Assignment:
Look through the data below and, wherever a line carries the word "Park", please copy that line.

======== Supplied information

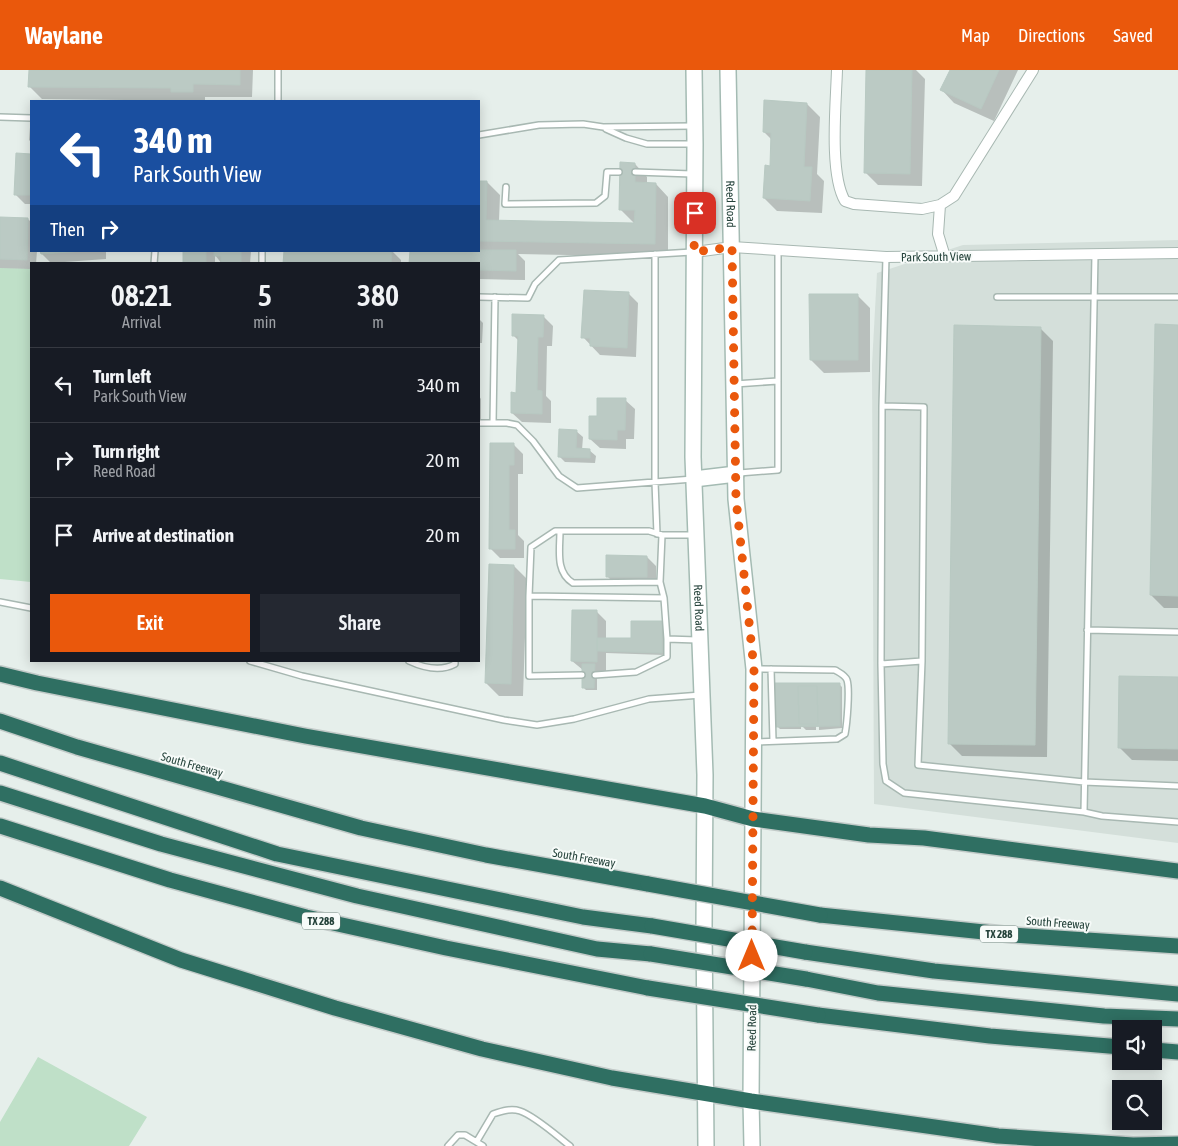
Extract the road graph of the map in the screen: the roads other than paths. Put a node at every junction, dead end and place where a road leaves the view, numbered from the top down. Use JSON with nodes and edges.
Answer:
{"nodes":[{"id":1,"x":278,"y":70,"type":"edge"},
{"id":2,"x":694,"y":70,"type":"edge"},
{"id":3,"x":728,"y":70,"type":"edge"},
{"id":4,"x":837,"y":70,"type":"edge"},
{"id":5,"x":1033,"y":70,"type":"edge"},
{"id":6,"x":278,"y":100,"type":"edge"},
{"id":7,"x":0,"y":117,"type":"edge"},
{"id":8,"x":30,"y":118,"type":"edge"},
{"id":9,"x":694,"y":126,"type":"junction"},
{"id":10,"x":603,"y":127,"type":"junction"},
{"id":11,"x":480,"y":135,"type":"edge"},
{"id":12,"x":695,"y":144,"type":"junction"},
{"id":13,"x":620,"y":172,"type":"dead end"},
{"id":14,"x":635,"y":172,"type":"dead end"},
{"id":15,"x":695,"y":175,"type":"junction"},
{"id":16,"x":506,"y":187,"type":"dead end"},
{"id":17,"x":940,"y":205,"type":"junction"},
{"id":18,"x":732,"y":247,"type":"junction"},
{"id":19,"x":778,"y":250,"type":"junction"},
{"id":20,"x":694,"y":252,"type":"junction"},
{"id":21,"x":1178,"y":253,"type":"edge"},
{"id":22,"x":655,"y":254,"type":"junction"},
{"id":23,"x":1095,"y":255,"type":"junction"},
{"id":24,"x":886,"y":257,"type":"junction"},
{"id":25,"x":945,"y":257,"type":"junction"},
{"id":26,"x":480,"y":297,"type":"edge"},
{"id":27,"x":495,"y":297,"type":"junction"},
{"id":28,"x":997,"y":297,"type":"dead end"},
{"id":29,"x":1095,"y":297,"type":"junction"},
{"id":30,"x":1178,"y":297,"type":"edge"},
{"id":31,"x":778,"y":380,"type":"junction"},
{"id":32,"x":734,"y":384,"type":"junction"},
{"id":33,"x":882,"y":406,"type":"junction"},
{"id":34,"x":493,"y":423,"type":"junction"},
{"id":35,"x":480,"y":424,"type":"edge"},
{"id":36,"x":736,"y":474,"type":"junction"},
{"id":37,"x":694,"y":479,"type":"junction"},
{"id":38,"x":655,"y":482,"type":"junction"},
{"id":39,"x":560,"y":531,"type":"junction"},
{"id":40,"x":659,"y":534,"type":"junction"},
{"id":41,"x":696,"y":535,"type":"junction"},
{"id":42,"x":660,"y":582,"type":"junction"},
{"id":43,"x":529,"y":596,"type":"junction"},
{"id":44,"x":664,"y":598,"type":"junction"},
{"id":45,"x":0,"y":602,"type":"edge"},
{"id":46,"x":30,"y":608,"type":"edge"},
{"id":47,"x":1087,"y":630,"type":"junction"},
{"id":48,"x":1178,"y":632,"type":"edge"},
{"id":49,"x":667,"y":639,"type":"junction"},
{"id":50,"x":700,"y":640,"type":"junction"},
{"id":51,"x":922,"y":661,"type":"junction"},
{"id":52,"x":253,"y":662,"type":"edge"},
{"id":53,"x":411,"y":662,"type":"edge"},
{"id":54,"x":455,"y":662,"type":"edge"},
{"id":55,"x":881,"y":664,"type":"junction"},
{"id":56,"x":754,"y":669,"type":"junction"},
{"id":57,"x":771,"y":669,"type":"junction"},
{"id":58,"x":0,"y":674,"type":"edge"},
{"id":59,"x":582,"y":675,"type":"dead end"},
{"id":60,"x":595,"y":675,"type":"dead end"},
{"id":61,"x":702,"y":695,"type":"junction"},
{"id":62,"x":0,"y":721,"type":"edge"},
{"id":63,"x":773,"y":741,"type":"junction"},
{"id":64,"x":754,"y":742,"type":"junction"},
{"id":65,"x":0,"y":763,"type":"edge"},
{"id":66,"x":1084,"y":782,"type":"junction"},
{"id":67,"x":1178,"y":786,"type":"edge"},
{"id":68,"x":0,"y":793,"type":"edge"},
{"id":69,"x":705,"y":806,"type":"junction"},
{"id":70,"x":1084,"y":812,"type":"junction"},
{"id":71,"x":753,"y":819,"type":"junction"},
{"id":72,"x":1178,"y":822,"type":"edge"},
{"id":73,"x":0,"y":826,"type":"edge"},
{"id":74,"x":1178,"y":871,"type":"edge"},
{"id":75,"x":0,"y":888,"type":"edge"},
{"id":76,"x":1178,"y":946,"type":"edge"},
{"id":77,"x":1178,"y":994,"type":"edge"},
{"id":78,"x":1178,"y":1019,"type":"edge"},
{"id":79,"x":1112,"y":1046,"type":"edge"},
{"id":80,"x":1162,"y":1051,"type":"edge"},
{"id":81,"x":1178,"y":1052,"type":"edge"},
{"id":82,"x":705,"y":1092,"type":"junction"},
{"id":83,"x":751,"y":1100,"type":"junction"},
{"id":84,"x":477,"y":1141,"type":"junction"},
{"id":85,"x":1178,"y":1144,"type":"edge"},
{"id":86,"x":448,"y":1146,"type":"edge"},
{"id":87,"x":483,"y":1146,"type":"edge"},
{"id":88,"x":570,"y":1146,"type":"edge"},
{"id":89,"x":706,"y":1146,"type":"edge"},
{"id":90,"x":752,"y":1146,"type":"edge"}],
"edges":[{"from":1,"to":6,"type":"lane"},
{"from":2,"to":9,"type":"street","name":"Reed Road"},
{"from":3,"to":18,"type":"street","name":"Reed Road"},
{"from":4,"to":17,"type":"street"},
{"from":5,"to":17,"type":"street"},
{"from":7,"to":8,"type":"lane"},
{"from":9,"to":10,"type":"lane"},
{"from":9,"to":12,"type":"street","name":"Reed Road"},
{"from":10,"to":11,"type":"lane"},
{"from":10,"to":12,"type":"lane"},
{"from":12,"to":15,"type":"street","name":"Reed Road"},
{"from":13,"to":16,"type":"lane"},
{"from":14,"to":15,"type":"lane"},
{"from":15,"to":20,"type":"street","name":"Reed Road"},
{"from":17,"to":25,"type":"street"},
{"from":18,"to":19,"type":"street","name":"Park South View"},
{"from":18,"to":20,"type":"street","name":"Park South View"},
{"from":18,"to":32,"type":"street","name":"Reed Road"},
{"from":19,"to":24,"type":"street","name":"Park South View"},
{"from":19,"to":31,"type":"lane"},
{"from":20,"to":22,"type":"lane"},
{"from":20,"to":37,"type":"street","name":"Reed Road"},
{"from":21,"to":23,"type":"street","name":"Park South View"},
{"from":22,"to":27,"type":"lane"},
{"from":22,"to":38,"type":"lane"},
{"from":23,"to":25,"type":"street","name":"Park South View"},
{"from":23,"to":29,"type":"lane"},
{"from":24,"to":25,"type":"street","name":"Park South View"},
{"from":24,"to":33,"type":"lane"},
{"from":26,"to":27,"type":"lane"},
{"from":27,"to":34,"type":"lane"},
{"from":28,"to":29,"type":"lane"},
{"from":29,"to":30,"type":"lane"},
{"from":29,"to":47,"type":"lane"},
{"from":31,"to":32,"type":"lane"},
{"from":31,"to":36,"type":"lane"},
{"from":32,"to":36,"type":"street","name":"Reed Road"},
{"from":33,"to":51,"type":"lane"},
{"from":33,"to":55,"type":"lane"},
{"from":34,"to":35,"type":"lane"},
{"from":34,"to":38,"type":"lane"},
{"from":36,"to":37,"type":"street"},
{"from":36,"to":56,"type":"street","name":"Reed Road"},
{"from":37,"to":38,"type":"lane"},
{"from":37,"to":41,"type":"street","name":"Reed Road"},
{"from":38,"to":40,"type":"lane"},
{"from":39,"to":40,"type":"lane"},
{"from":39,"to":42,"type":"lane"},
{"from":39,"to":43,"type":"lane"},
{"from":40,"to":41,"type":"lane"},
{"from":40,"to":42,"type":"lane"},
{"from":41,"to":50,"type":"street","name":"Reed Road"},
{"from":42,"to":44,"type":"lane"},
{"from":43,"to":44,"type":"lane"},
{"from":43,"to":59,"type":"lane"},
{"from":44,"to":49,"type":"lane"},
{"from":45,"to":46,"type":"lane"},
{"from":47,"to":48,"type":"lane"},
{"from":47,"to":66,"type":"lane"},
{"from":49,"to":50,"type":"lane"},
{"from":49,"to":60,"type":"lane"},
{"from":50,"to":61,"type":"street","name":"Reed Road"},
{"from":51,"to":55,"type":"lane"},
{"from":51,"to":66,"type":"lane"},
{"from":52,"to":61,"type":"lane"},
{"from":53,"to":54,"type":"lane"},
{"from":55,"to":70,"type":"lane"},
{"from":56,"to":57,"type":"lane"},
{"from":56,"to":64,"type":"street","name":"Reed Road"},
{"from":57,"to":63,"type":"lane"},
{"from":57,"to":63,"type":"lane"},
{"from":58,"to":69,"type":"highway"},
{"from":61,"to":69,"type":"street","name":"Reed Road"},
{"from":62,"to":76,"type":"highway","name":"South Freeway","number":"TX 288","bridge":true},
{"from":63,"to":64,"type":"lane"},
{"from":64,"to":71,"type":"street","name":"Reed Road"},
{"from":65,"to":77,"type":"highway","bridge":true},
{"from":66,"to":67,"type":"lane"},
{"from":66,"to":70,"type":"lane"},
{"from":68,"to":78,"type":"highway","bridge":true},
{"from":69,"to":71,"type":"highway"},
{"from":69,"to":82,"type":"street","name":"Reed Road"},
{"from":70,"to":72,"type":"lane"},
{"from":71,"to":74,"type":"highway"},
{"from":71,"to":83,"type":"street","name":"Reed Road"},
{"from":73,"to":79,"type":"highway","number":"TX 288","bridge":true},
{"from":75,"to":82,"type":"highway"},
{"from":80,"to":81,"type":"highway"},
{"from":82,"to":83,"type":"highway"},
{"from":82,"to":89,"type":"street","name":"Reed Road"},
{"from":83,"to":85,"type":"highway"},
{"from":83,"to":90,"type":"street","name":"Reed Road"},
{"from":84,"to":86,"type":"lane"},
{"from":84,"to":87,"type":"lane"},
{"from":84,"to":88,"type":"lane"}]}
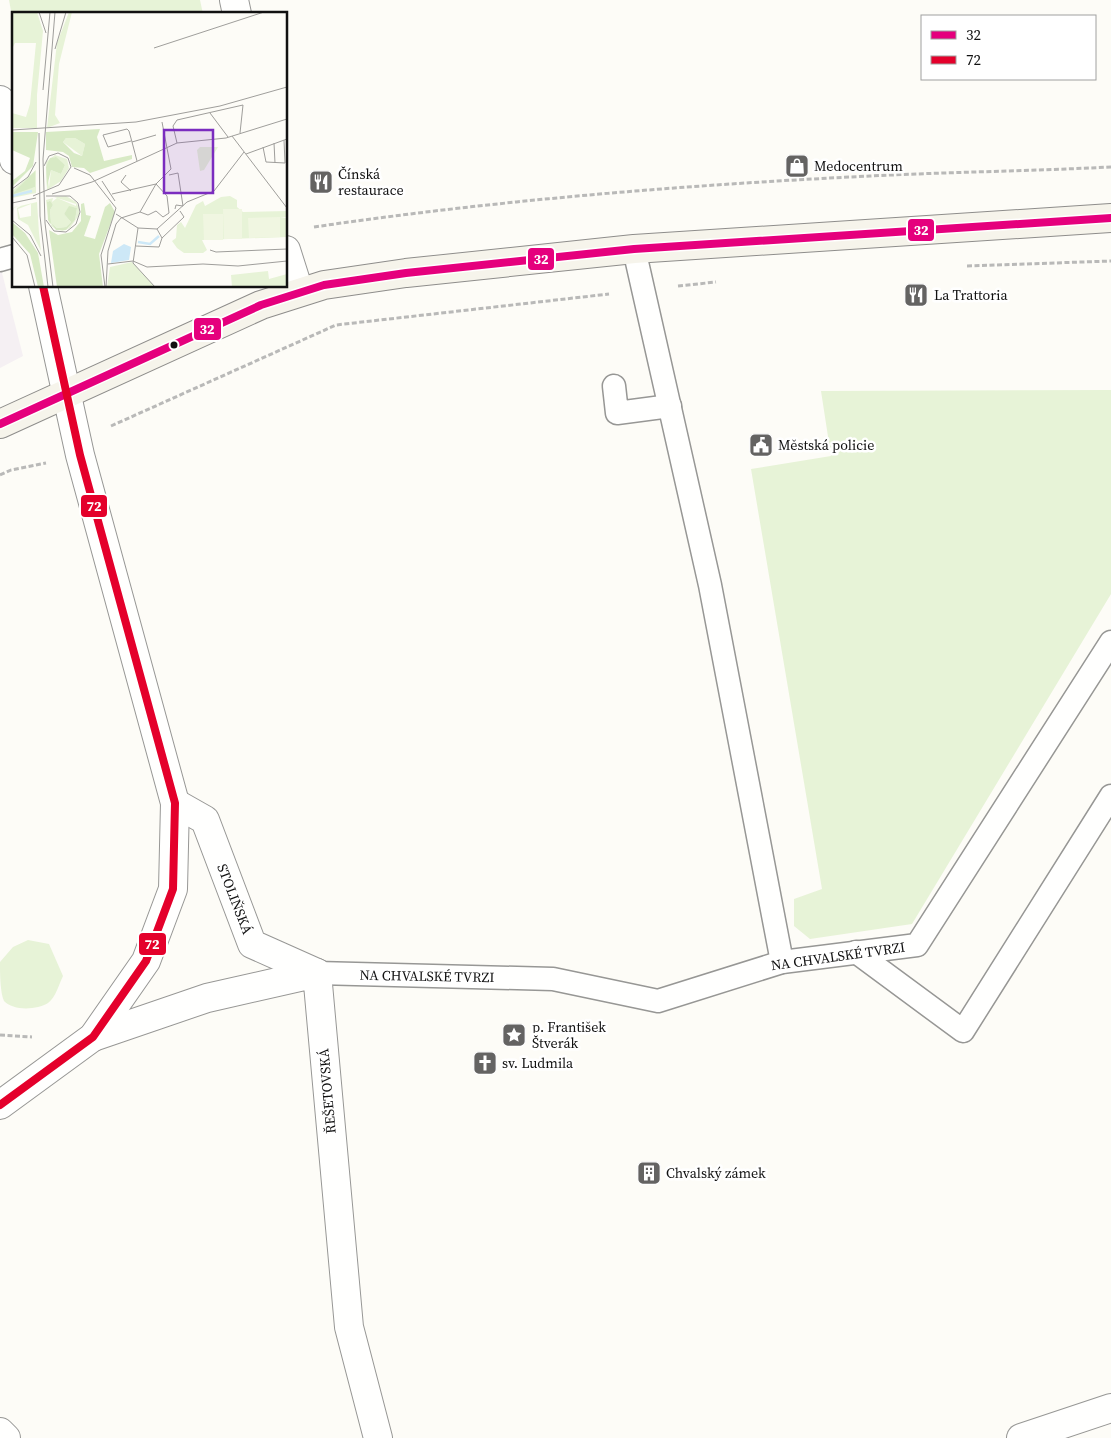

================

Written answer:
{"from":18,"to":19,"type":"street","name":"Park South View"},
{"from":18,"to":20,"type":"street","name":"Park South View"},
{"from":19,"to":24,"type":"street","name":"Park South View"},
{"from":21,"to":23,"type":"street","name":"Park South View"},
{"from":23,"to":25,"type":"street","name":"Park South View"},
{"from":24,"to":25,"type":"street","name":"Park South View"},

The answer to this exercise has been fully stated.